Heritage Masses

Explanation of what are the patrimonial masses

All the assets of a company can be grouped in masses, in segments according to the financial nature they occupy. Each of these parts that share characteristics in common they can be grouped into larger patrimonial masses, of which there are mainly three major masses. These main three capital masses that exist are that of assets, that of liabilities, and that of the net worth.

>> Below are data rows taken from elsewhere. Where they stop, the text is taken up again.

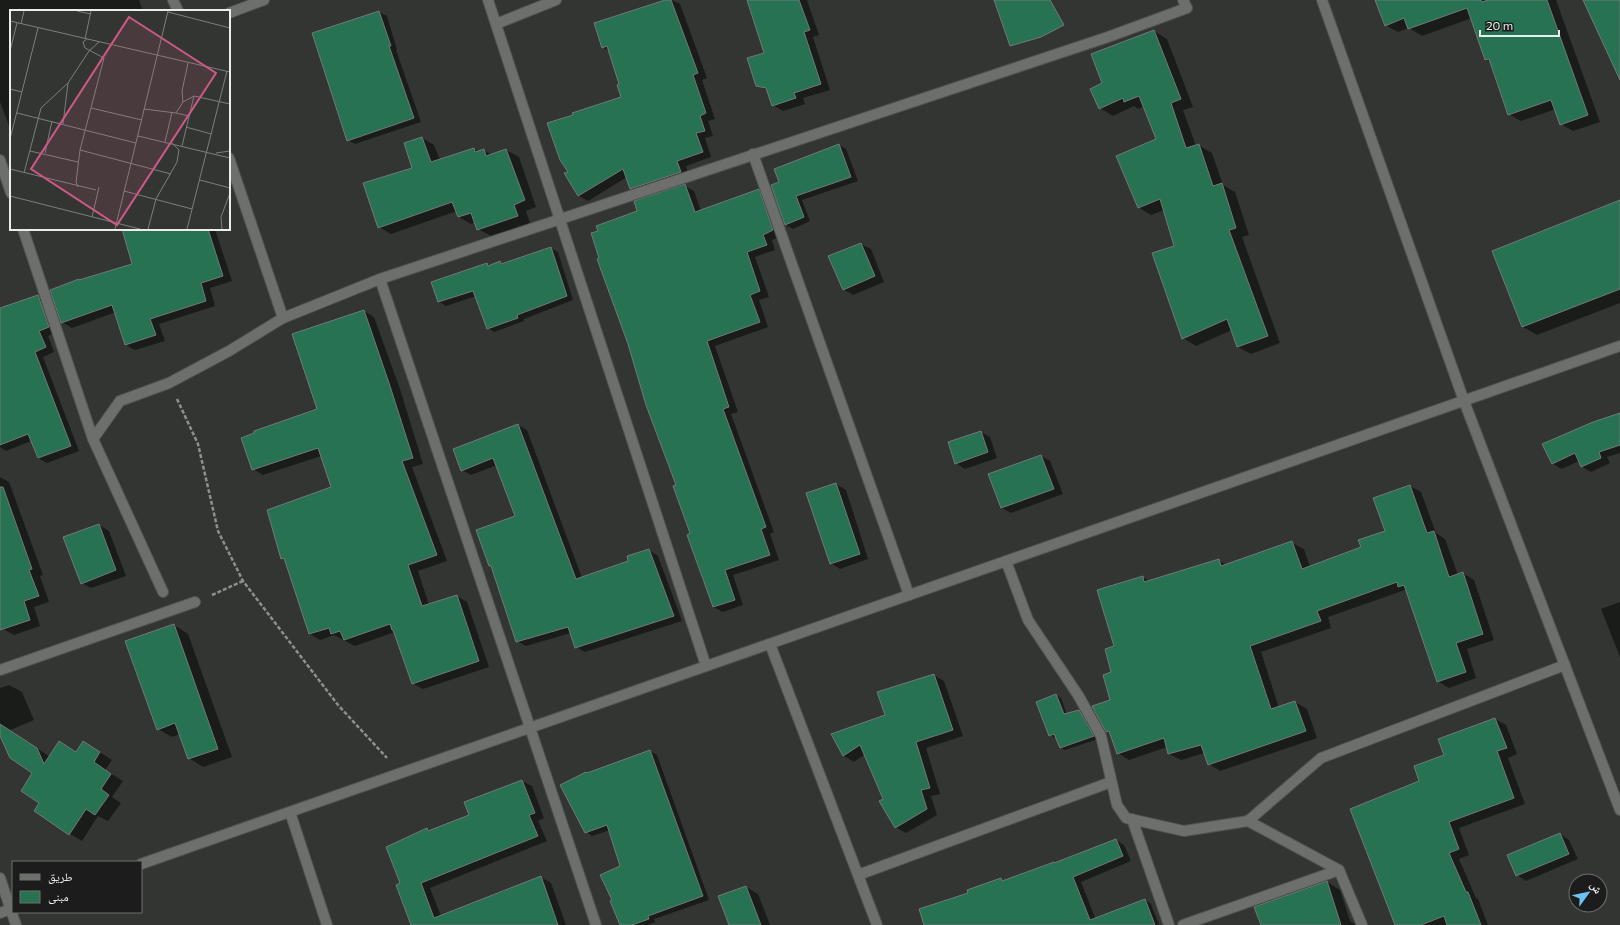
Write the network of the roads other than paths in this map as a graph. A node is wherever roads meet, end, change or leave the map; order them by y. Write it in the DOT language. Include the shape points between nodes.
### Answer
graph roads {
  1 [pos="173,0"];
  2 [pos="264,0"];
  3 [pos="488,0"];
  4 [pos="556,0"];
  5 [pos="1183,0"];
  6 [pos="1322,0"];
  7 [pos="178,10"];
  8 [pos="230,13"];
  9 [pos="496,24"];
  10 [pos="753,154"];
  11 [pos="0,160"];
  12 [pos="230,161"];
  13 [pos="10,190"];
  14 [pos="560,218"];
  15 [pos="23,230"];
  16 [pos="380,279"];
  17 [pos="283,318"];
  18 [pos="1620,346"];
  19 [pos="1464,401"];
  20 [pos="93,439"];
  21 [pos="1006,561"];
  22 [pos="163,592"];
  23 [pos="909,595"];
  24 [pos="195,602"];
  25 [pos="770,644"];
  26 [pos="706,666"];
  27 [pos="1565,666"];
  28 [pos="0,670"];
  29 [pos="530,728"];
  30 [pos="1111,782"];
  31 [pos="1620,810"];
  32 [pos="290,812"];
  33 [pos="1132,819"];
  34 [pos="1248,821"];
  35 [pos="142,864"];
  36 [pos="1339,870"];
  37 [pos="858,875"];
  38 [pos="0,878"];
  39 [pos="12,909"];
  40 [pos="0,913"];
  41 [pos="13,913"];
  42 [pos="16,925"];
  43 [pos="327,925"];
  44 [pos="596,925"];
  45 [pos="877,925"];
  46 [pos="1169,925"];
  47 [pos="1183,925"];
  48 [pos="1362,925"];
  1 -- 7 [label="street"];
  2 -- 8 [label="street"];
  3 -- 9 [label="street"];
  4 -- 9 [label="street"];
  5 -- 10 [label="street" via="1187,8 1108,37"];
  6 -- 19 [label="street"];
  9 -- 14 [label="street"];
  10 -- 14 [label="street"];
  10 -- 23 [label="street"];
  11 -- 13 [label="street"];
  12 -- 17 [label="street"];
  14 -- 16 [label="street"];
  14 -- 26 [label="street"];
  15 -- 20 [label="street"];
  16 -- 17 [label="street"];
  16 -- 29 [label="street"];
  17 -- 20 [label="street" via="169,383 120,401"];
  18 -- 19 [label="street"];
  19 -- 21 [label="street"];
  19 -- 27 [label="street"];
  20 -- 22 [label="street"];
  21 -- 23 [label="street"];
  21 -- 30 [label="street" via="1028,620 1078,695 1101,736"];
  23 -- 25 [label="street"];
  24 -- 28 [label="street"];
  25 -- 26 [label="street"];
  25 -- 37 [label="street"];
  26 -- 29 [label="street"];
  27 -- 31 [label="street"];
  27 -- 34 [label="street" via="1321,758"];
  29 -- 32 [label="street"];
  29 -- 44 [label="street"];
  30 -- 33 [label="street" via="1117,805 1126,818"];
  30 -- 37 [label="street"];
  32 -- 35 [label="street"];
  32 -- 43 [label="street"];
  33 -- 34 [label="street" via="1184,831"];
  33 -- 46 [label="street"];
  34 -- 36 [label="street"];
  36 -- 47 [label="street"];
  36 -- 48 [label="street"];
  37 -- 45 [label="street"];
  38 -- 39 [label="street"];
  39 -- 40 [label="street"];
  41 -- 42 [label="street"];
}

In this article we are going to see how each of these parts are divided. So having each asset mass grouped together, will lead us to have greater control in knowing what the funds have been used for, what benefits are obtained, or the pending payments.

Assets and their Assets

The balance sheet tries to define the value of a company based on its three major assets.

The asset represents all the assets and rights that the company owns, everything that it owns. It ranges from office furniture, to land, cash or money in the bank, operating licenses, patents or computer equipment. The list is long, and within the great wealth of assets it is divided into two parts, current and non-current assets.

  • Current active: Also called current assets, current assets are one of the two assets within the assets that contains the elements that ensure the operation of the company on a day-to-day basis. They are short term, and its possession is less than a year. These resources are either to be consumed, as raw materials, or to be sold, as the final product. These investments are operational, and current assets can be classified into 3 types. Stocks, realizable and available.
  • Non-Current Assets: Also called fixed assets, non-current assets are within the assets' assets the one that contains the elements that are kept in the company for a period of more than one year. In them we can find all the assets that allow the company to maintain its productive capacity. No investments intended to be permanent, and the sale of these elements is not contemplated. Non-current assets are grouped into 3 blocks. Intangible assets, property, plant and equipment and long-term financial investments.

Liabilities and their Assets

Liabilities are one of the 3 main large assets in which all expenses and debts are included. That is, if the asset ends up reporting all the profits to the company, the liability is its antithesis. Normally these liabilities have the character of current and future payment obligations as a result of past financial operations. Depending on the nature of the asset, it can be grouped into two other assets, that of current and non-current liabilities.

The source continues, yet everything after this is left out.